Published: Sep 27, 2006

CALGARY – With both sides set to resume negotiations on fiscal terms for the Mackenzie Valley Pipeline, the federal minister responsible for the project has issued a strong vote of confidence that it will go ahead.

Indian Affairs and Northern Development Minister Jim Prentice said he expects formal talks between Ottawa and oil companies to resume shortly, after lead partner Imperial Oil Ltd. stepped away over the summer to re-examine the entire project, including cost estimates that are expected to escalate, the number of construction seasons it would take to build it, and project parameters.

“I am confident that this is a very good project, that it’s good for Canada, that it’s good for North American energy self-sufficiency,” Mr. Prentice said in an interview from Ottawa. “This is a very significant piece of infrastructure, of historic proportions, which will have a fundamental change on the oil and gas economy in Canada. So it needs to be viewed over a long-term perspective.

“At this point, commodity prices have softened, but we have still strong fundamentals for gas, and the need to open up this basin in the North, and the infrastructure is key to that.”

Project proponents, which also include ConocoPhillips, Shell Canada Ltd., Exxon Mobil Corp. and the Aboriginal Pipeline Group, want to secure fiscal terms before they give the green light to the venture, which would move to market natural gas reserves stranded in the North.

Last year, when the 1,325-kilometre natural gas pipeline’s cost was estimated at $7.5-billion, former Deputy Prime Minister Anne McLellan said the oil companies were looking for breaks from Ottawa worth $1.2-billion.

They are expected to ask for more concessions when talks resume, reflecting cost escalations. Imperial is expected to announce new estimates by the end of the year. Observers said it will probably cost more than $10-billion to build the project, given cost overruns in energy ventures across Western Canada.
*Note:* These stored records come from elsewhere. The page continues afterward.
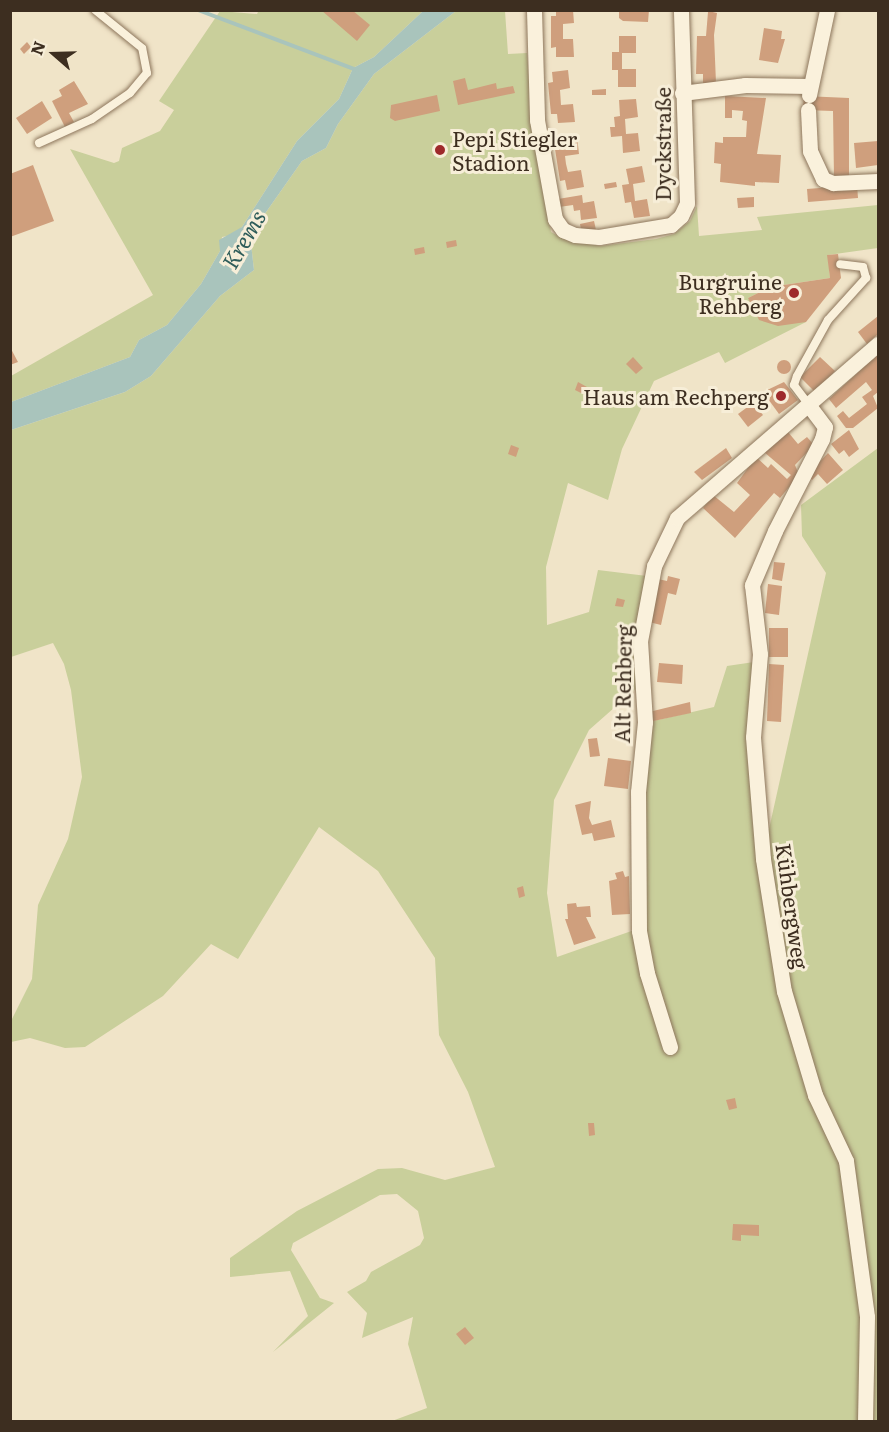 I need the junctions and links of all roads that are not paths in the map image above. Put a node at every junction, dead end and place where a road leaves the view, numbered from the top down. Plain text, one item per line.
1 (95, 10) edge
2 (534, 10) edge
3 (681, 10) edge
4 (827, 10) edge
5 (682, 93) junction
6 (809, 98) junction
7 (39, 143) dead end
8 (879, 181) edge
9 (840, 264) dead end
10 (879, 344) edge
11 (810, 406) junction
12 (670, 1047) dead end
13 (865, 1422) edge

1 - 7 lane
2 - 5 street, Dyckstraße
3 - 5 street, Dyckstraße
4 - 6 street
5 - 6 street
6 - 8 street
9 - 11 lane
10 - 11 street, Alt Rehberg
11 - 12 street, Alt Rehberg
11 - 13 street, Kühbergweg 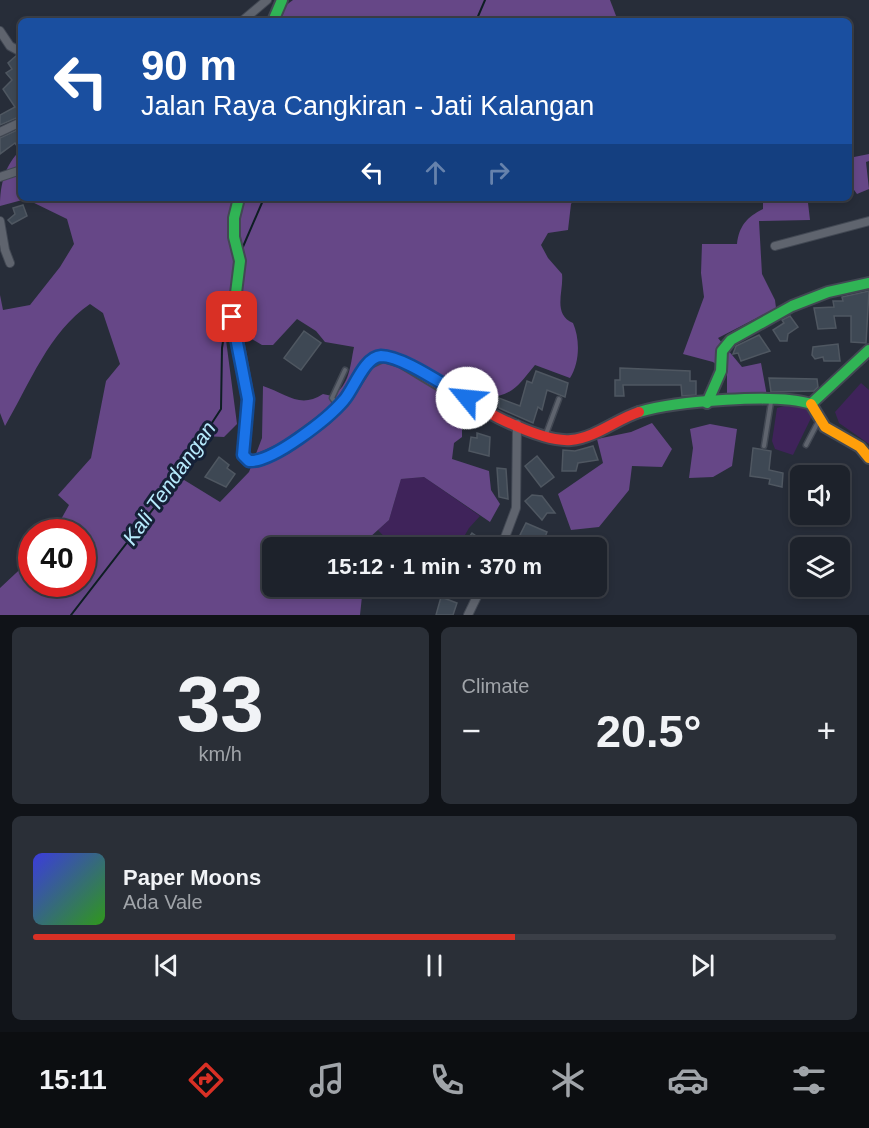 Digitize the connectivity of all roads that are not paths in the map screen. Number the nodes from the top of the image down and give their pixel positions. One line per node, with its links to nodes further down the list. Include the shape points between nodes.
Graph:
1 (267, 0): 3 (street)
2 (282, 0): 4 (street)
3 (246, 18)
4 (274, 18)
5 (0, 31): 6 (street)
6 (18, 50)
7 (18, 123): 8 (street)
8 (0, 132)
9 (18, 171): 10 (street)
10 (0, 177)
11 (238, 201): 23 (street, via 234,218 239,257 232,317 248,399 243,455 249,461 264,459)
12 (0, 220): 15 (street)
13 (869, 221): 14 (street)
14 (775, 246)
15 (10, 263)
16 (869, 283): 21 (street, via 828,292 792,306 732,340 722,351 721,371)
17 (869, 350): 22 (street)
18 (345, 370): 23 (lane, via 332,397)
19 (559, 399): 26 (lane)
20 (772, 401): 21 (street); 22 (street, via 804,400); 28 (lane)
21 (707, 403): 26 (street, via 638,412 578,439)
22 (811, 404): 24 (street)
23 (338, 406): 25 (street, via 372,360 382,356 400,361)
24 (820, 419): 27 (lane); 29 (street, via 825,427 860,447)
25 (517, 424): 26 (street); 30 (street, via 516,508)
26 (546, 434)
27 (806, 445)
28 (764, 446)
29 (869, 458)
30 (505, 537)
31 (477, 597): 32 (street)
32 (468, 615) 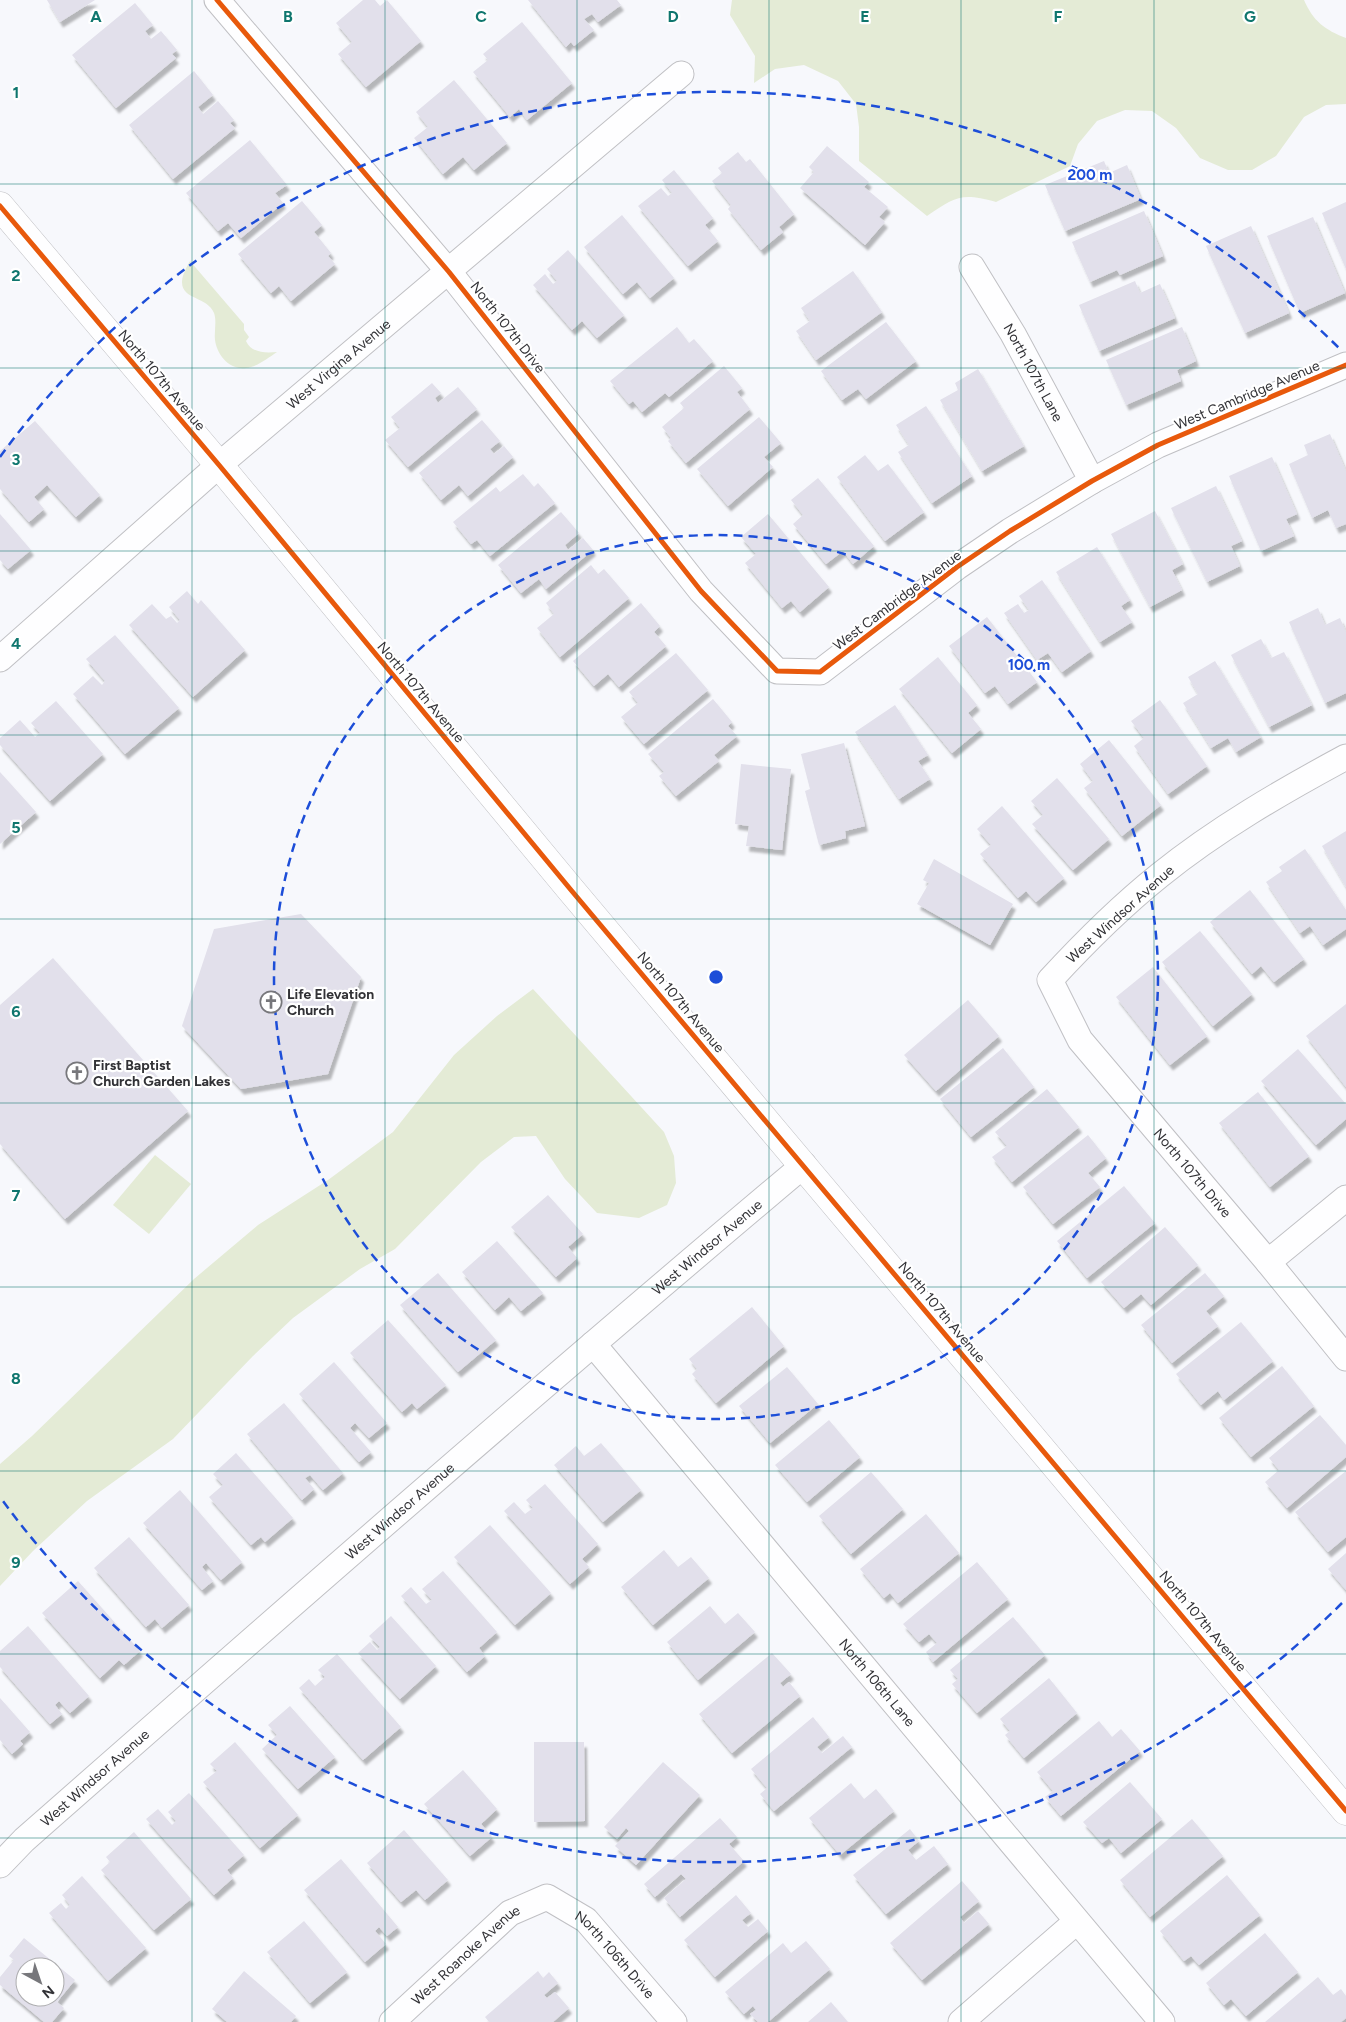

Mr. Prentice, who said he continued to meet over the summer with Imperial executives, including CEO Tim Hearn, would not say what Ottawa is prepared to do to improve the fiscal framework.

“They will bring forward a proposal and we will consider and respond to it,” he said. “There have been a number of issues on the table before, and we will see what they have to say.”

“The government can’t change the fundamental marketplace economics,” he said. “What we can do is fulfil the management responsibilities that I took on, and there are specific things that we can and are doing.”

Ottawa has hired Andrei Sulzenko, one of the architects and principal negotiators of the Canada-U.S. Free Trade Agreement, to manage the file, including ensuring proper interdepartmental coordination.

The federal government is also in the process of creating a five-member board of directors for the Crown corporation that will be responsible for the $500-million in socio-economic funding made available to the people of the North to alleviate the development’s impact.

He said Ottawa is continuing negotiations to provide support to the Aboriginal Pipeline Group, the aboriginal enterprise with a one-third ownership in the pipeline, though its preference is to not provide loan guarantees to help it fund its share of the pipeline’s cost.

Another form of support under discussion with the group is for Ottawa to take its royalties from the project in kind, and make a shipping commitment to the APG, but no decisions have been made, he said. As well, Ottawa is making progress on a land claim settlement with the Deh Cho First Nations, the only aboriginal community opposed to the project.

Mr. Prentice said Deh Cho support is not needed for the pipeline to move ahead.

Under current plans, Imperial plans to build the pipeline over three winters starting in 2008. Last week, Northwest Territories Premier Joseph Handley suggested the pipeline could be built in one year, reducing its cost, with the construction of a federally funded, $700-million highway to the Arctic Ocean that would facilitate the movement of people and equipment.

“The whole relationship between the pipeline and the road is in my mind unclear at this point and it really is the project proponent who has to answer the question of whether the road would be of assistance or not,” Mr. Prentice said.